- Task brief
Begin with the line that contains "Convert the map" and transcribe each line after it, up to and including the last line of the listing below.

• • • • •

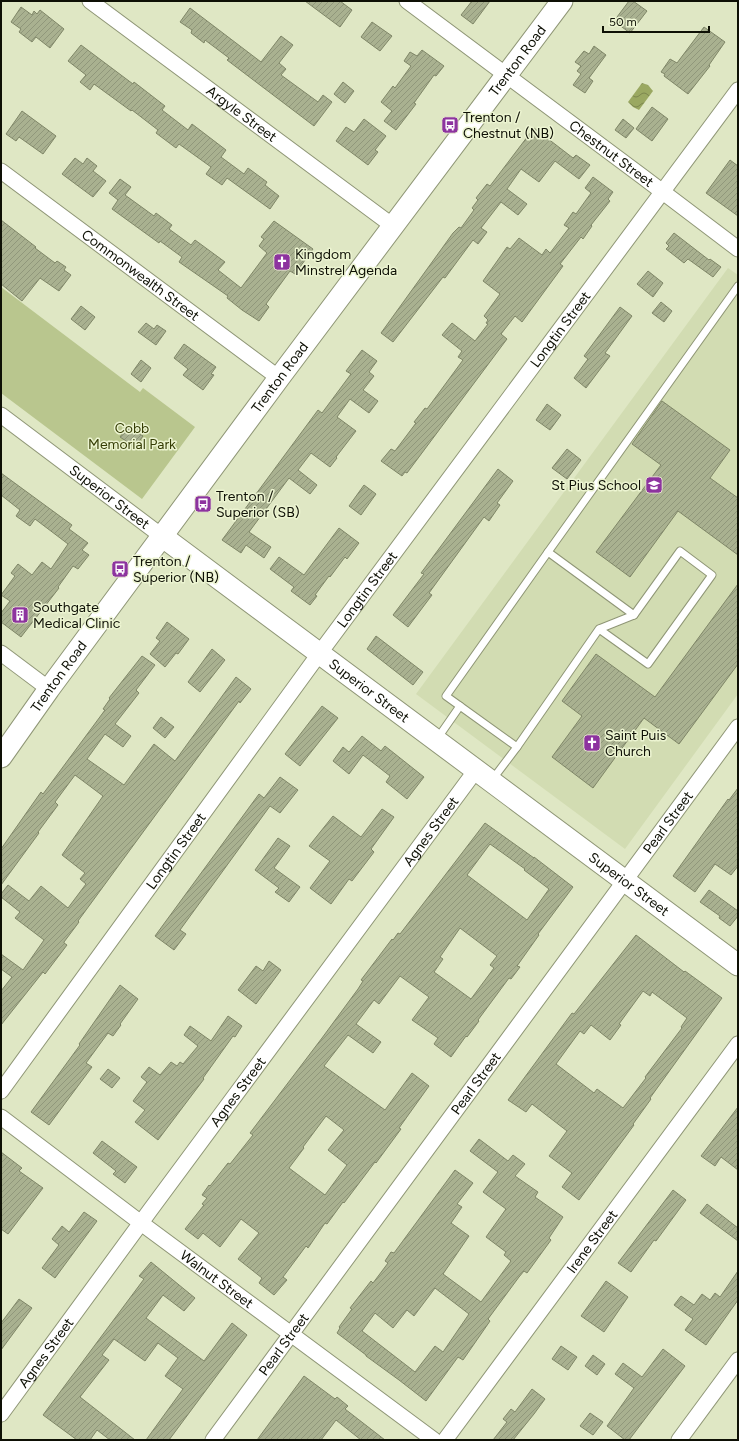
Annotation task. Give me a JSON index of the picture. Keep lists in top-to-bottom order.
{
  "streets": {
    "street": [
      "Trenton Road",
      "Argyle Street",
      "Chestnut Street",
      "Commonwealth Street",
      "Longtin Street",
      "Superior Street",
      "Pearl Street",
      "Agnes Street",
      "Irene Street",
      "Walnut Street"
    ]
  },
  "crossings": [
    ["Trenton Road", "Argyle Street"],
    ["Trenton Road", "Chestnut Street"],
    ["Trenton Road", "Commonwealth Street"],
    ["Trenton Road", "Superior Street"],
    ["Chestnut Street", "Longtin Street"],
    ["Longtin Street", "Superior Street"],
    ["Superior Street", "Pearl Street"],
    ["Superior Street", "Agnes Street"],
    ["Pearl Street", "Walnut Street"],
    ["Agnes Street", "Walnut Street"]
  ],
  "parks": ["Cobb Memorial Park"],
  "places": {
    "bus stop": ["Trenton / Chestnut (NB)", "Trenton / Superior (SB)", "Trenton / Superior (NB)"],
    "church": ["Kingdom Minstrel Agenda", "Saint Puis Church"],
    "school or university": ["St Pius School"],
    "building": ["Southgate Medical Clinic"]
  },
  "scale_bar": "50 m"
}
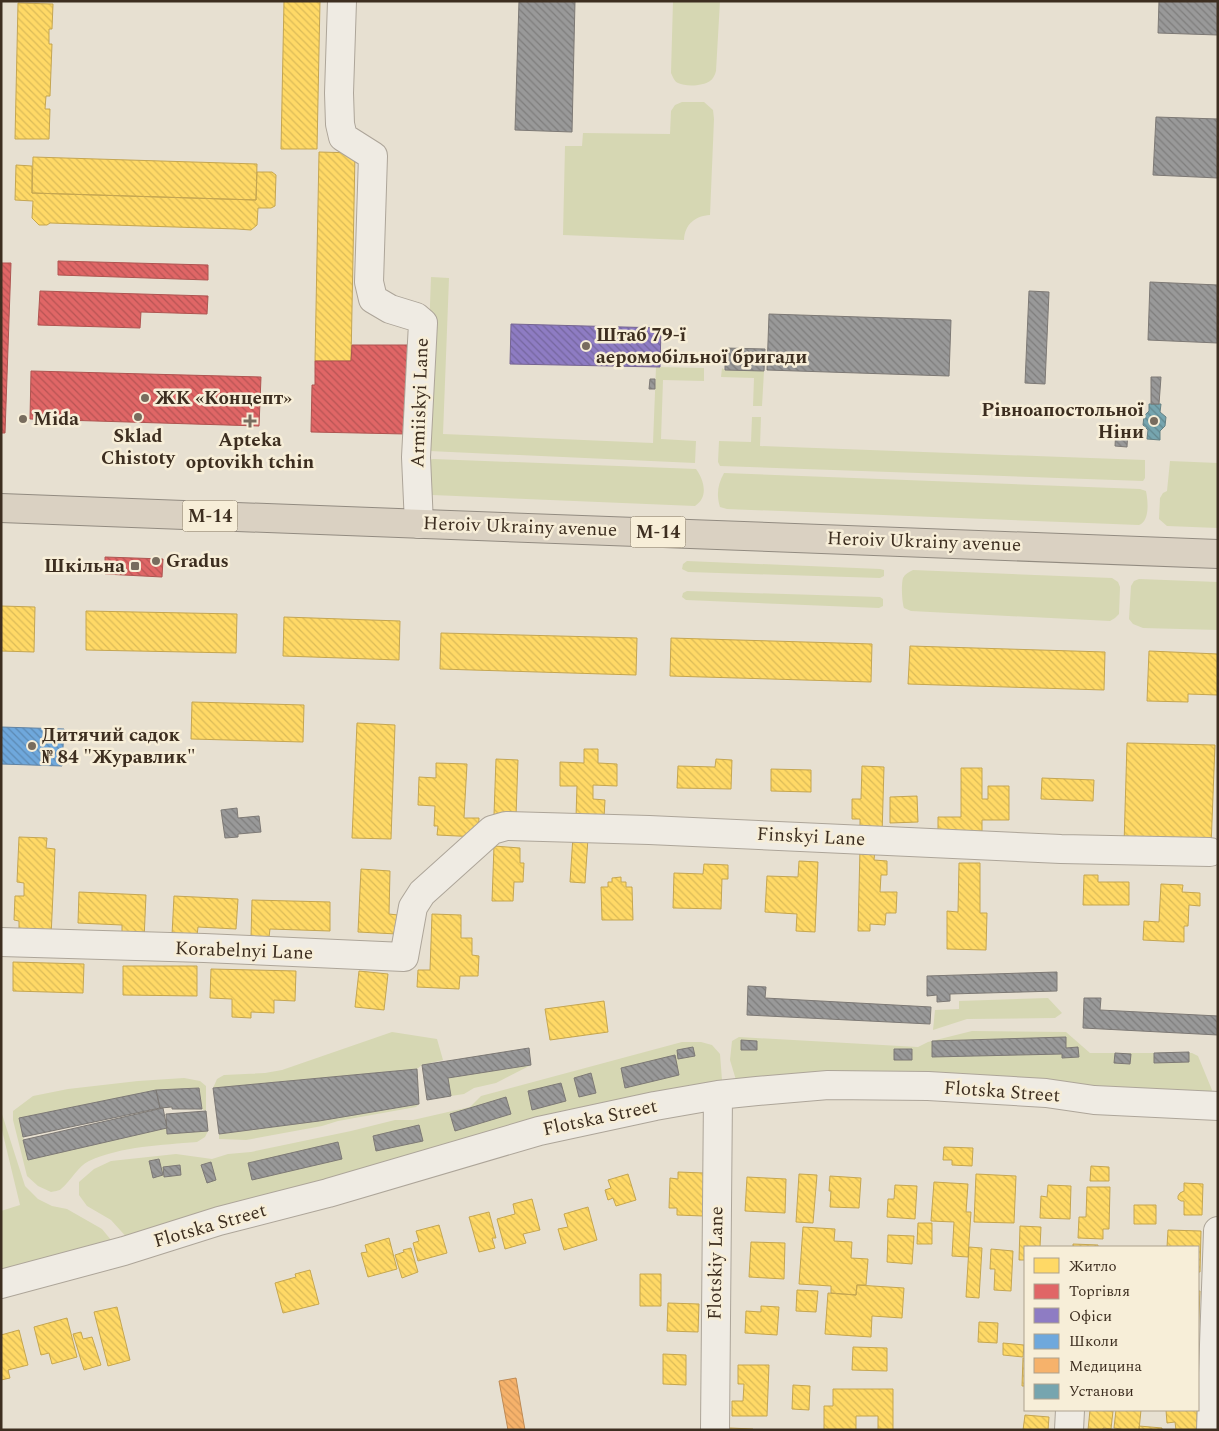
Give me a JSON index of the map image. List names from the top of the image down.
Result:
{
  "streets": {
    "highway": ["М-14", "Heroiv Ukrainy avenue"],
    "street": [
      "Armiiskyi Lane",
      "Finskyi Lane",
      "Korabelnyi Lane",
      "Flotska Street",
      "Flotskiy Lane"
    ]
  },
  "crossings": [
    ["Armiiskyi Lane", "Heroiv Ukrainy avenue"],
    ["Finskyi Lane", "Korabelnyi Lane"],
    ["Flotska Street", "Flotskiy Lane"]
  ],
  "places": {
    "other": [
      "Штаб 79-ї аеромобільної бригади",
      "ЖК «Концепт»",
      "Sklad Chistoty",
      "Mida",
      "Рівноапостольної Ніни",
      "Gradus",
      "Дитячий садок № 84 \"Журавлик\""
    ],
    "health": ["Apteka optovikh tchin"],
    "transit": ["Шкільна"]
  },
  "legend": [
    "Житло",
    "Торгівля",
    "Офіси",
    "Школи",
    "Медицина",
    "Установи"
  ]
}
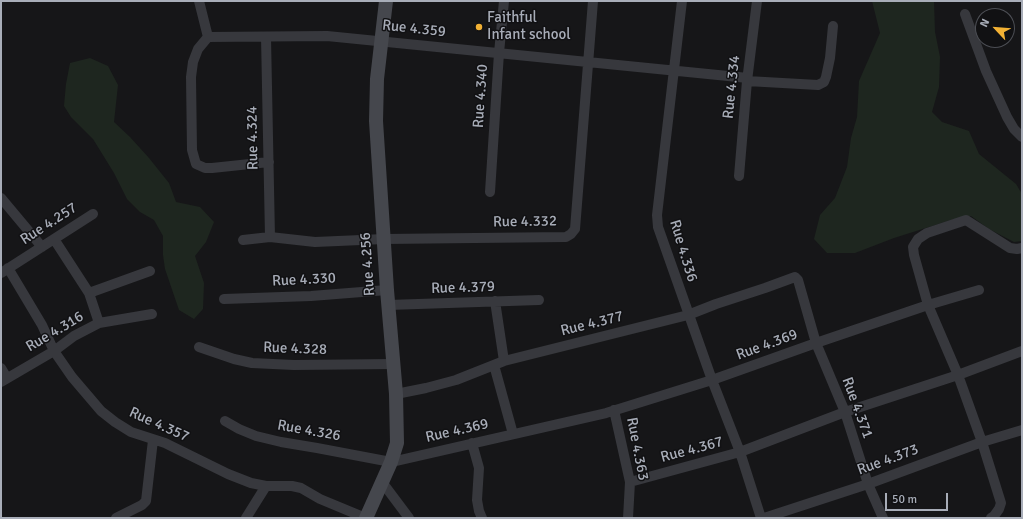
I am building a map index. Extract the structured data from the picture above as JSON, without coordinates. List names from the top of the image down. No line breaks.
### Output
{"streets":{"street":["Rue 4.359","Rue 4.334","Rue 4.340","Rue 4.324","Rue 4.332","Rue 4.257","Rue 4.336","Rue 4.256","Rue 4.330","Rue 4.379","Rue 4.377","Rue 4.316","Rue 4.369","Rue 4.328","Rue 4.371","Rue 4.357","Rue 4.326","Rue 4.363","Rue 4.367","Rue 4.373"]},"crossings":[["Rue 4.359","Rue 4.334"],["Rue 4.359","Rue 4.340"],["Rue 4.359","Rue 4.324"],["Rue 4.359","Rue 4.332"],["Rue 4.359","Rue 4.336"],["Rue 4.359","Rue 4.256"],["Rue 4.324","Rue 4.332"],["Rue 4.332","Rue 4.256"],["Rue 4.257","Rue 4.357"],["Rue 4.336","Rue 4.377"],["Rue 4.336","Rue 4.369"],["Rue 4.336","Rue 4.367"],["Rue 4.256","Rue 4.330"],["Rue 4.256","Rue 4.379"],["Rue 4.256","Rue 4.377"],["Rue 4.256","Rue 4.369"],["Rue 4.256","Rue 4.328"],["Rue 4.256","Rue 4.357"],["Rue 4.256","Rue 4.326"],["Rue 4.377","Rue 4.371"],["Rue 4.316","Rue 4.357"],["Rue 4.369","Rue 4.371"],["Rue 4.369","Rue 4.326"],["Rue 4.369","Rue 4.363"],["Rue 4.371","Rue 4.373"],["Rue 4.363","Rue 4.367"]],"places":["Faithful Infant school"],"scale_bar":"50 m","north":"top left"}
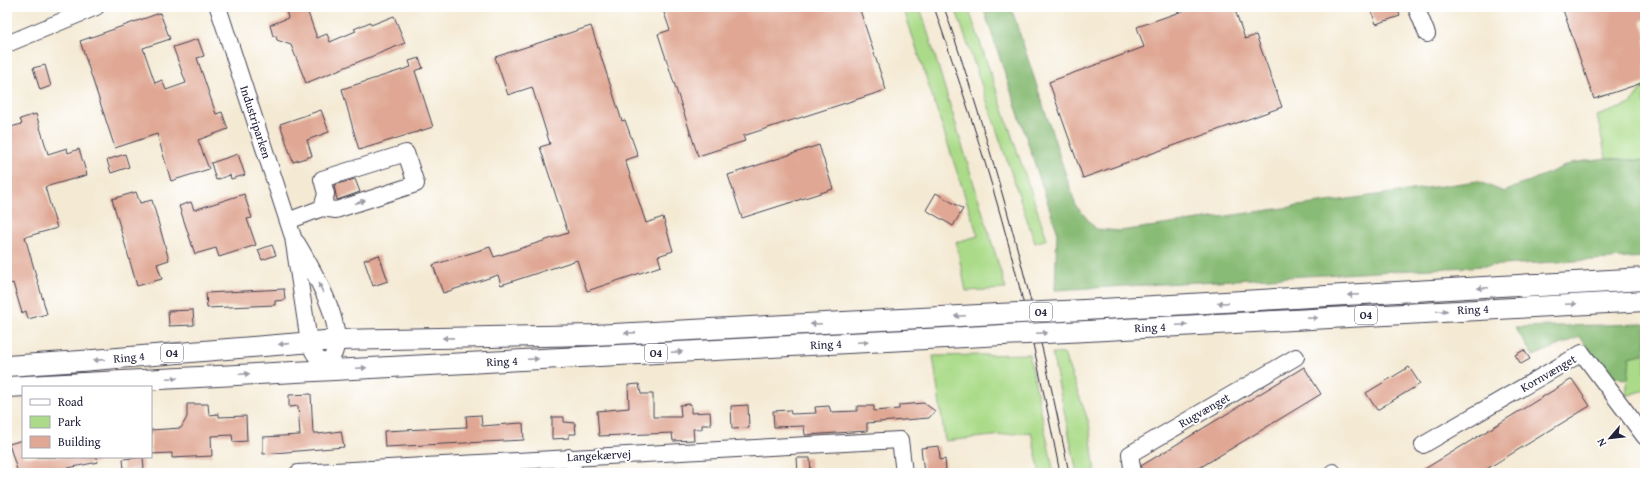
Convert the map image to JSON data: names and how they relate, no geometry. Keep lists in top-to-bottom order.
{
  "streets": {
    "highway": ["O4"],
    "main road": ["Ring 4"],
    "street": [
      "Industriparken",
      "Kornvænget",
      "Rugvænget",
      "Langekærvej"
    ]
  },
  "crossings": [
    ["Industriparken", "Ring 4"],
    ["Ring 4", "O4"]
  ],
  "legend": ["Road", "Park", "Building"],
  "north": "bottom left"
}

• • • • •

- Task result
Convert the map image to JSON data: names and how they relate, no geometry. Keep lists in top-to-bottom order.
{
  "streets": {
    "highway": ["O4"],
    "main road": ["Ring 4"],
    "street": [
      "Industriparken",
      "Kornvænget",
      "Rugvænget",
      "Langekærvej"
    ]
  },
  "crossings": [
    ["Industriparken", "Ring 4"],
    ["Ring 4", "O4"]
  ],
  "legend": ["Road", "Park", "Building"],
  "north": "bottom left"
}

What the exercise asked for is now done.